In the entries that follow, how many lines include "Right"? Give the number and nothing else.

++++++++++

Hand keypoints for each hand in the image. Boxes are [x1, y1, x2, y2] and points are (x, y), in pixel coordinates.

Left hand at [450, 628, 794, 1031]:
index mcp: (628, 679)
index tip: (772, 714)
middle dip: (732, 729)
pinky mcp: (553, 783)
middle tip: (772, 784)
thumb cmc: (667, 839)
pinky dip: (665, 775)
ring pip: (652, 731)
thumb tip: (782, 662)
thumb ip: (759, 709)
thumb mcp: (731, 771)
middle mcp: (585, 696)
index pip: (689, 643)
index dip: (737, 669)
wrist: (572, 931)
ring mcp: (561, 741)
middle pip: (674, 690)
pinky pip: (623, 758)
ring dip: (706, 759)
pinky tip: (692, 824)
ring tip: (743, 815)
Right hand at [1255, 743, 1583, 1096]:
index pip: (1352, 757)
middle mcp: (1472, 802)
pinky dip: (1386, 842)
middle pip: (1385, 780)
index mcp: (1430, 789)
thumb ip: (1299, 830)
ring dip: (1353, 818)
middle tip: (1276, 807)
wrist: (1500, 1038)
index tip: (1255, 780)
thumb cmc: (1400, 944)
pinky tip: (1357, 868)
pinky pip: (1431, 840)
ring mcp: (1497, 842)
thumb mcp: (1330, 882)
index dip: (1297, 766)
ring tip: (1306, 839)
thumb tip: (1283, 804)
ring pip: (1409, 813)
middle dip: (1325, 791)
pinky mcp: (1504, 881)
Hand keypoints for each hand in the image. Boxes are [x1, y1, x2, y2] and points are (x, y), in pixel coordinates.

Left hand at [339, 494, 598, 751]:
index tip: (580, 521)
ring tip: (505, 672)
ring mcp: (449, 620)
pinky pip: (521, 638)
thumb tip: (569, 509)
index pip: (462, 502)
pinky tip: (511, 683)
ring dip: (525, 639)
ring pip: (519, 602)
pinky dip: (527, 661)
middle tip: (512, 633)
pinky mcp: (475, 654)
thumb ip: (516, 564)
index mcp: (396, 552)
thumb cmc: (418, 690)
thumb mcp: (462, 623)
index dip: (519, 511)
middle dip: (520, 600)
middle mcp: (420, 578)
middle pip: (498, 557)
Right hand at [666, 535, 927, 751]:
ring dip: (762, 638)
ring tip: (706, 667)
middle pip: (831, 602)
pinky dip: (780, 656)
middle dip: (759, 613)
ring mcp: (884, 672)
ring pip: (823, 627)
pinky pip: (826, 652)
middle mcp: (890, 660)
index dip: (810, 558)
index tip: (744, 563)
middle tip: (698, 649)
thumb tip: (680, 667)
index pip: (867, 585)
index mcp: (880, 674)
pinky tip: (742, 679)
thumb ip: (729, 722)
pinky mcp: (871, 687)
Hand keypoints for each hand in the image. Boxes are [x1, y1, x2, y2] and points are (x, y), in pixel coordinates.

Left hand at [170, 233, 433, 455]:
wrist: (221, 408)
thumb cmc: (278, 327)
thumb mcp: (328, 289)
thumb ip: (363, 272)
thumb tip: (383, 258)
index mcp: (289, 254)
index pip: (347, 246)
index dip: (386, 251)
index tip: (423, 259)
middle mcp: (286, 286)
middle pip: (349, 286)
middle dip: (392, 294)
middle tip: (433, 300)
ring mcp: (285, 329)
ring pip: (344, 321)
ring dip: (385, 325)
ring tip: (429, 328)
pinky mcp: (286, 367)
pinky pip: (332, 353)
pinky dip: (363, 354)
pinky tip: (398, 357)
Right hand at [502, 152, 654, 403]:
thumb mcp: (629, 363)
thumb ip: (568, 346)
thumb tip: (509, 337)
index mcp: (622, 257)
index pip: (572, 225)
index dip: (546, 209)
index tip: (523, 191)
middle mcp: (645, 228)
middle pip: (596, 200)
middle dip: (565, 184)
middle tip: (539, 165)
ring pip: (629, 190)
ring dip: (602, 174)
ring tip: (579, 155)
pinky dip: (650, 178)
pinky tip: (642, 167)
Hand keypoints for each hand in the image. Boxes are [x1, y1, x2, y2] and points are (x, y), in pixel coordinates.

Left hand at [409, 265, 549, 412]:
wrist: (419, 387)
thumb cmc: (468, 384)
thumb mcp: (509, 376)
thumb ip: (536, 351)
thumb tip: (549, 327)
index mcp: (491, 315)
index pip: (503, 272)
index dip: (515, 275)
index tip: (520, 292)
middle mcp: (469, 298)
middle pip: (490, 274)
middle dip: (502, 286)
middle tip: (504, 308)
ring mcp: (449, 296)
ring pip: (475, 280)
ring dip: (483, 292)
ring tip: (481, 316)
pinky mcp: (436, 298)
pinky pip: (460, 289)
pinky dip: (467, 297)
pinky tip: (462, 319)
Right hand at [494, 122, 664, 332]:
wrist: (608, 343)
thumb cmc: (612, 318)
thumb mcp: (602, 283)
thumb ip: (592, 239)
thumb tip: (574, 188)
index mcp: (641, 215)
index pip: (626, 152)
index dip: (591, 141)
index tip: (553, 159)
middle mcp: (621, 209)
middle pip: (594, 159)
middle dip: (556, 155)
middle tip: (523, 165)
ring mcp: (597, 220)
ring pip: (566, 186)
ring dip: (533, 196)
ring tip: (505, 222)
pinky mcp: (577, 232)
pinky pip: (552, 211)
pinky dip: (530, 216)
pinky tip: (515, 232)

++++++++++

_EXERCISE OUTPUT_
4